Hukum Adat yang melekat pada masyarakat Hukum Adat tidak hanya diartikan sebagai hukum positif yakni sebagai rangkaian norma-norma hukum. Namun apabila ditinjau lebih lanjut maka hukum adat disusun dalam satu tatanan atau sistem, dengan lembaga-lembaga hukum yang senantiasa berubah dan diperlukan dalam memenuhi kebutuhan kongrit masyarakat-masyarakat hukum adat yang bersangkutan. Dan hal tersebut sangat tergantung pada situasi dan keadaan masyarakat hukum adat yang bersangkutan.

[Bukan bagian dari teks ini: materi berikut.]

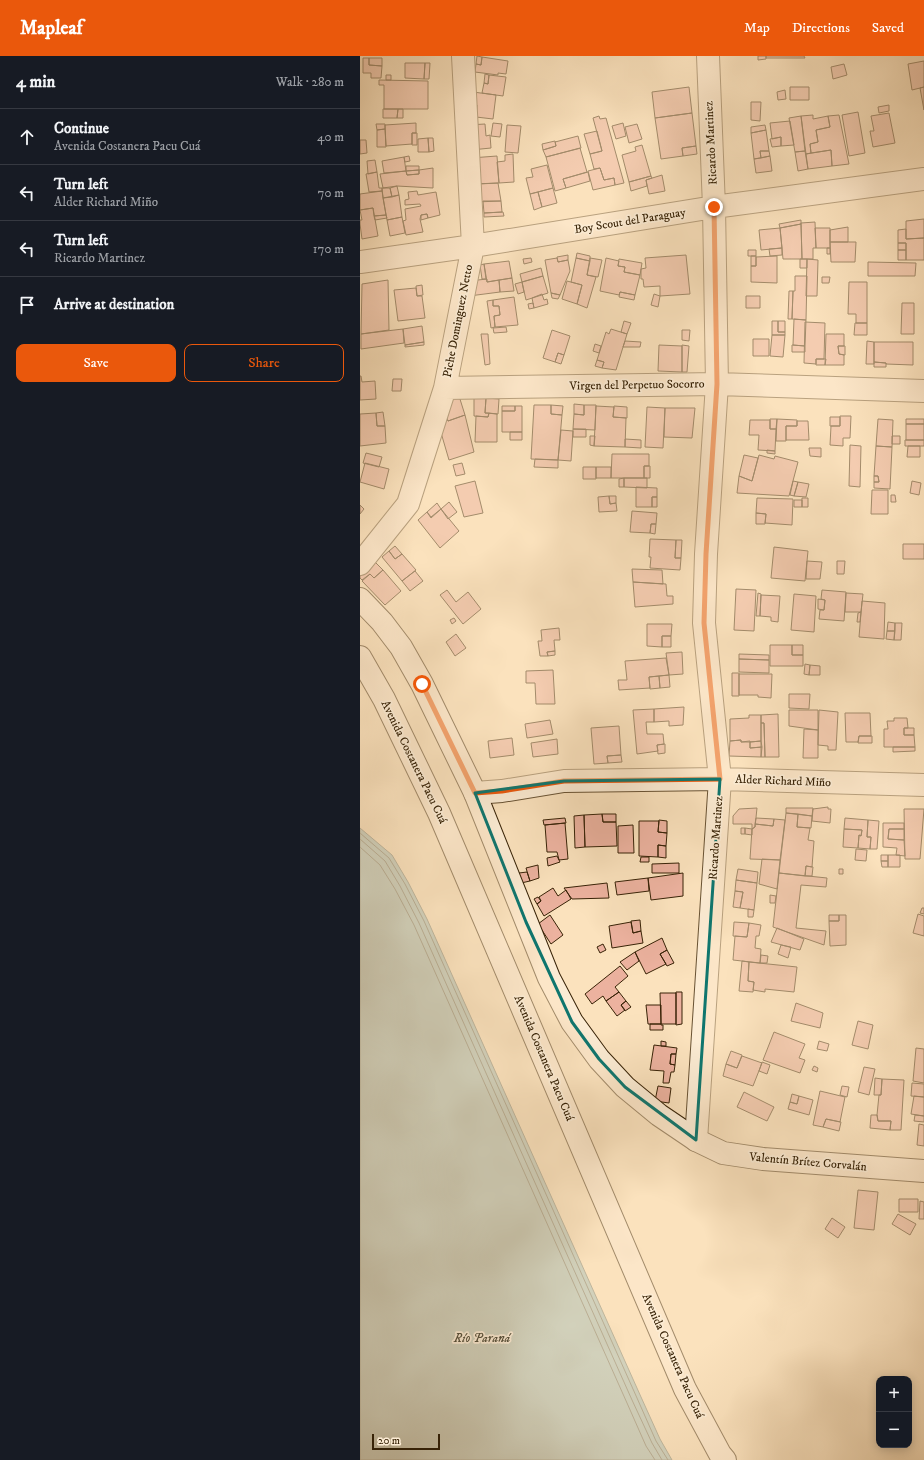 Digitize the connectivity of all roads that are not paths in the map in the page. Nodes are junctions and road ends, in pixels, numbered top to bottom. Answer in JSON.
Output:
{"nodes":[{"id":1,"x":463,"y":56,"type":"edge"},
{"id":2,"x":708,"y":56,"type":"edge"},
{"id":3,"x":924,"y":179,"type":"edge"},
{"id":4,"x":714,"y":207,"type":"junction"},
{"id":5,"x":473,"y":246,"type":"junction"},
{"id":6,"x":360,"y":262,"type":"edge"},
{"id":7,"x":717,"y":384,"type":"junction"},
{"id":8,"x":445,"y":388,"type":"junction"},
{"id":9,"x":924,"y":390,"type":"edge"},
{"id":10,"x":360,"y":564,"type":"edge"},
{"id":11,"x":360,"y":599,"type":"edge"},
{"id":12,"x":360,"y":657,"type":"edge"},
{"id":13,"x":720,"y":779,"type":"junction"},
{"id":14,"x":924,"y":785,"type":"edge"},
{"id":15,"x":475,"y":793,"type":"junction"},
{"id":16,"x":696,"y":1140,"type":"junction"},
{"id":17,"x":924,"y":1171,"type":"edge"},
{"id":18,"x":725,"y":1460,"type":"edge"}],
"edges":[{"from":1,"to":5,"type":"street","name":"Piche Dominguez Netto"},
{"from":2,"to":4,"type":"street","name":"Ricardo Martinez"},
{"from":3,"to":4,"type":"street","name":"Boy Scout del Paraguay"},
{"from":4,"to":5,"type":"street","name":"Boy Scout del Paraguay"},
{"from":4,"to":7,"type":"street","name":"Ricardo Martinez"},
{"from":5,"to":6,"type":"street","name":"Boy Scout del Paraguay"},
{"from":5,"to":8,"type":"street","name":"Piche Dominguez Netto"},
{"from":7,"to":8,"type":"street","name":"Virgen del Perpetuo Socorro"},
{"from":7,"to":9,"type":"street","name":"Virgen del Perpetuo Socorro"},
{"from":7,"to":13,"type":"street","name":"Ricardo Martinez"},
{"from":8,"to":10,"type":"street","name":"Piche Dominguez Netto"},
{"from":11,"to":15,"type":"street"},
{"from":12,"to":18,"type":"street","name":"Avenida Costanera Pacu Cuá"},
{"from":13,"to":14,"type":"street","name":"Alder Richard Miño"},
{"from":13,"to":15,"type":"street","name":"Alder Richard Miño"},
{"from":13,"to":16,"type":"street","name":"Ricardo Martinez"},
{"from":15,"to":16,"type":"street"},
{"from":16,"to":17,"type":"street","name":"Valentín Brítez Corvalán"}]}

Hukum Tanah Nasional tunggal yang berdasarkan Hukum Adat. Tadinya pada Rancangan UUPA susunan Soenarjo tidak memilih Hukum Adat sebagai dasar Utama Pembangunan Tanah yang Baru. Namun dalam UUPA telah menanggalkan kebhinekaan hukum di bidang pertanahan dan menciptakan hukum tanah nasional yang tunggal pada hukum Adat. UUPA juga mengunifikasi hak-hak penguasaan atas tanah maupun hak-hak atas tanah maupun hak-hak jaminan atas tanah.


PEMBAHASAN
1.      Pengertian dan Kedudukan Hukum Adat dalam UUPA
Hukum adat adalah hukumnya masyarakat yang masih sederhana, dengan lingkup personal dan teritorial yang terbatas. Hukum Agraria Nasional dimaksudkan sebagai hukumnya masyarakat modern, dengan lingkup personal yang meliputi seluruh wilayah Negara Republik Indonesia. Sehingga penyempurnaan hukum adat dilakukan melalui penyesuaian kepentingan masyarakat dalam koteks negara modern dan dunia International.

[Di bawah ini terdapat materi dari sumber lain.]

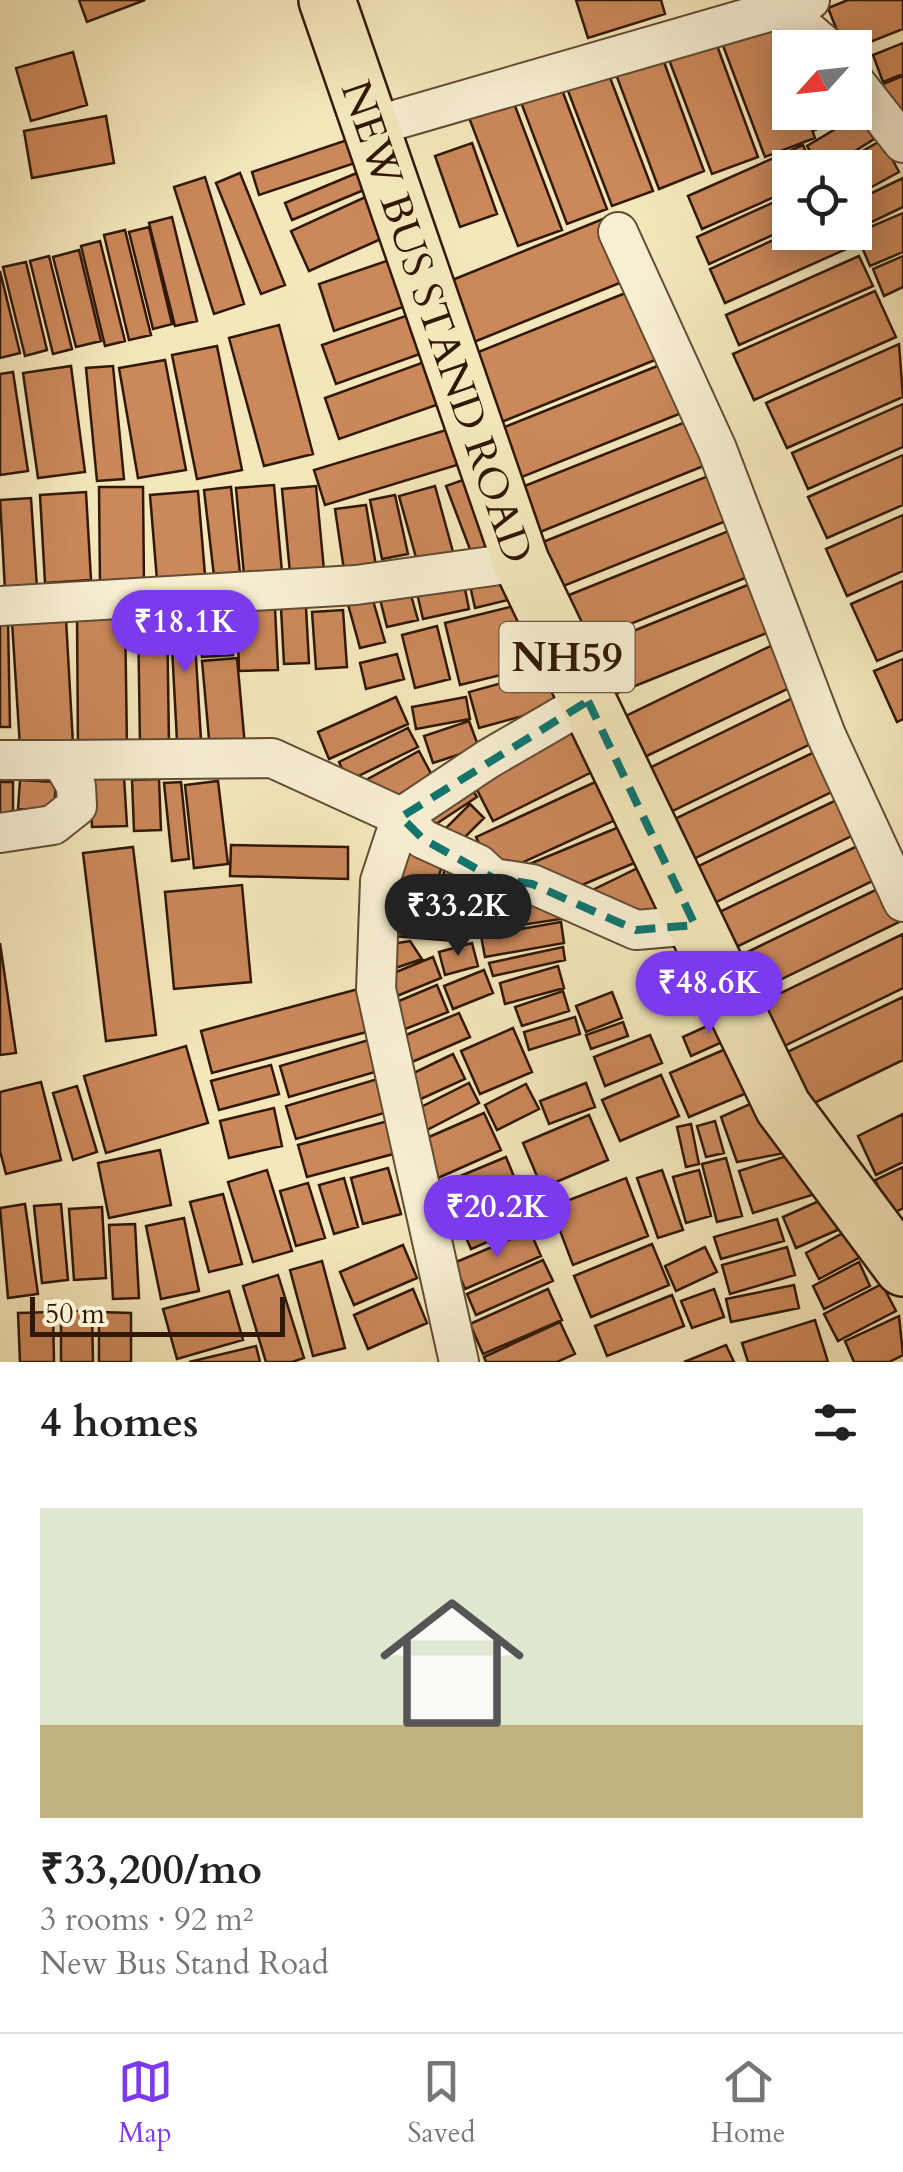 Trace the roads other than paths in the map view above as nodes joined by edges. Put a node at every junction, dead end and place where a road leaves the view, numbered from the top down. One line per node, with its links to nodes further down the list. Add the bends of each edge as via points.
1 (328, 0): 5 (highway, NEW BUS STAND ROAD / NH59)
2 (797, 5): 3 (street); 5 (street)
3 (815, 30)
4 (872, 104): 6 (street)
5 (370, 127): 8 (highway, NEW BUS STAND ROAD / NH59)
6 (903, 143)
7 (618, 232): 15 (street, via 717,449 826,734)
8 (521, 562): 9 (street, via 356,585); 10 (highway, NEW BUS STAND ROAD / NH59)
9 (0, 606)
10 (588, 701): 13 (street); 16 (highway, NEW BUS STAND ROAD / NH59)
11 (0, 760): 12 (street)
12 (61, 760): 13 (street, via 272,758); 14 (street, via 76,786 77,806 53,825)
13 (401, 817): 16 (street, via 423,840 478,864 493,878 532,884 636,930); 18 (street, via 380,881 376,990)
14 (0, 833)
15 (903, 902)
16 (696, 925): 17 (highway, NEW BUS STAND ROAD / NH59, via 783,1106)
17 (903, 1268)
18 (459, 1362)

Sesuai dengan fungsi hukum adat sebagai pelengkap hukum tertulis, maka berdasarkan pasal 5 dan penjelasan III (1) UUPA maka hukum pelengkap itu perlu mengalami pembersihan (sanering, retool). Lebih dulu.

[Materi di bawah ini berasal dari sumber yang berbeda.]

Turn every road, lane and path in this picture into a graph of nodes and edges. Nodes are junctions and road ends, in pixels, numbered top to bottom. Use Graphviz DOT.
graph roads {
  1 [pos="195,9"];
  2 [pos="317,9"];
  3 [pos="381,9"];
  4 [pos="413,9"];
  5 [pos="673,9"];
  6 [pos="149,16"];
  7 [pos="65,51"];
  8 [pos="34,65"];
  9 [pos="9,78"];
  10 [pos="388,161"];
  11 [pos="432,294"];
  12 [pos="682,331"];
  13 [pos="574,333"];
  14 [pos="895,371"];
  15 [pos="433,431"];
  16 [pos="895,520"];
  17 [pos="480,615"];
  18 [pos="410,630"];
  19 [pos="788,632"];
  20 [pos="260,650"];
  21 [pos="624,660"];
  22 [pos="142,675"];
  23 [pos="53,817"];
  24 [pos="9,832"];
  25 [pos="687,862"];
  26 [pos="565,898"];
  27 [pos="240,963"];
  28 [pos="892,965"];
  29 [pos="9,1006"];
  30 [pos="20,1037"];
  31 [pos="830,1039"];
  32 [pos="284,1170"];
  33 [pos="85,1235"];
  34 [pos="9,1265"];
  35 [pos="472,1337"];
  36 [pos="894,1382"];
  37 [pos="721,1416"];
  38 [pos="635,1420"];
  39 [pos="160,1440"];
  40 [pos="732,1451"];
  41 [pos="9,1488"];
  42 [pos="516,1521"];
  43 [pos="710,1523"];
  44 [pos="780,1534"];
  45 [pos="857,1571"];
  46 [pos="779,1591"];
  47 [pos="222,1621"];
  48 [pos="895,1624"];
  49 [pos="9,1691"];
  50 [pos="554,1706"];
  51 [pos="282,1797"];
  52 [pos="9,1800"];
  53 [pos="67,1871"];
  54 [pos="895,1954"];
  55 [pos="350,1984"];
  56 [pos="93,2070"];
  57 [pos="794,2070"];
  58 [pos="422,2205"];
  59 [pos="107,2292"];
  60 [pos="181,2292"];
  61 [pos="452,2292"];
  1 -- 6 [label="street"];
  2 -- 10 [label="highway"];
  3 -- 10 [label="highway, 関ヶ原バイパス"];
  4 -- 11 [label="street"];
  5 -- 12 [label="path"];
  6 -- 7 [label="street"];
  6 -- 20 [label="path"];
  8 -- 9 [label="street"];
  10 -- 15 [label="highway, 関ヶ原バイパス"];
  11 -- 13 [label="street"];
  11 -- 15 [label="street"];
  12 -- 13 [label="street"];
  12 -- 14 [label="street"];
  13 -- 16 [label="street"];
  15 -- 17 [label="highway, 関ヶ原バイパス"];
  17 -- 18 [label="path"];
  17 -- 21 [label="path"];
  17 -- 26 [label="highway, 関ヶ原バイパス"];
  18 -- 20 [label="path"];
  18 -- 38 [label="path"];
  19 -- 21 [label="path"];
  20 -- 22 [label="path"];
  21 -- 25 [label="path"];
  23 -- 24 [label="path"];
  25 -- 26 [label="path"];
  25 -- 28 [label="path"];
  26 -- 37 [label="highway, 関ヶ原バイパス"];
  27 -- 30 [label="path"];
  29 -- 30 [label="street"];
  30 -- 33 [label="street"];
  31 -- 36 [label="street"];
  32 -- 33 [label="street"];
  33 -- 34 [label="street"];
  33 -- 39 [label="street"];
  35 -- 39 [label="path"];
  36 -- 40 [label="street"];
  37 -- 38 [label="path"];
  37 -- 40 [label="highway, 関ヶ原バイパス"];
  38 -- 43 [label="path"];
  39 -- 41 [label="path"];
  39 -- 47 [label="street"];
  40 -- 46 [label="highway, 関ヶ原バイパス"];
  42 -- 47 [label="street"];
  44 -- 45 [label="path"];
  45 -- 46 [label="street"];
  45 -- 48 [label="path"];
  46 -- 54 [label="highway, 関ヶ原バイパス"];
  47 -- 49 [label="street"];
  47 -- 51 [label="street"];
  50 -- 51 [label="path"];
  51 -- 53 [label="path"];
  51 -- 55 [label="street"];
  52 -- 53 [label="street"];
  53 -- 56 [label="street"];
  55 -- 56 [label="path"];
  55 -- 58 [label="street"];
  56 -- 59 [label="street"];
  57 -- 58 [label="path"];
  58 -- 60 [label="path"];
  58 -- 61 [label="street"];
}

Ketentuan UUPA yang mengatur kedudukan hukum adat, selain ketentuan hukum tersebut diatas dapat dilihat dalam bagian lain sebagai berikut :
a.       Konsiderans Bagian Berpendapat Bahwa berhubung dengan apa yang tersebut dalam pertimbangan diatas perlu adanya hukum Agraria nasional, yang berdasarkan hukum adat tentang tanah, yang sederhana yang menjamin kepastian hukum bagi seluruh rakyat Indonesia, dengan tidak mengabaikan unsur-unsur yang bersandar pada hukum agama.
b.       Pasal 2 ayat (4) : Hak menguasai dari negara tersebut diatas pelaksanaannya dapat dikuasai kepada Daerah-daerah Swatantra dan masyarakat-masyarakat hukum adat, sekedar diperlukan dan tidak bertentangan dengan kepentingan nasional.
c.        Pasal 3 : Dengan mengingat ketentuan dalam pasal 1 dan 2 pelaksanaan Hak Ulayat dan hak-hak yang serupa itu dari masyarakat hukum adat, sepanjang menurut kenyataannya masih ada, harus sedemikian rupa sehingga sesuai dengan kepentingan nasional dan negara, yang berdasarkan atas persatuan bangsa serta tidak boleh bertentangan dengan undang-undang dan peraturan lain yang lebih tinggi.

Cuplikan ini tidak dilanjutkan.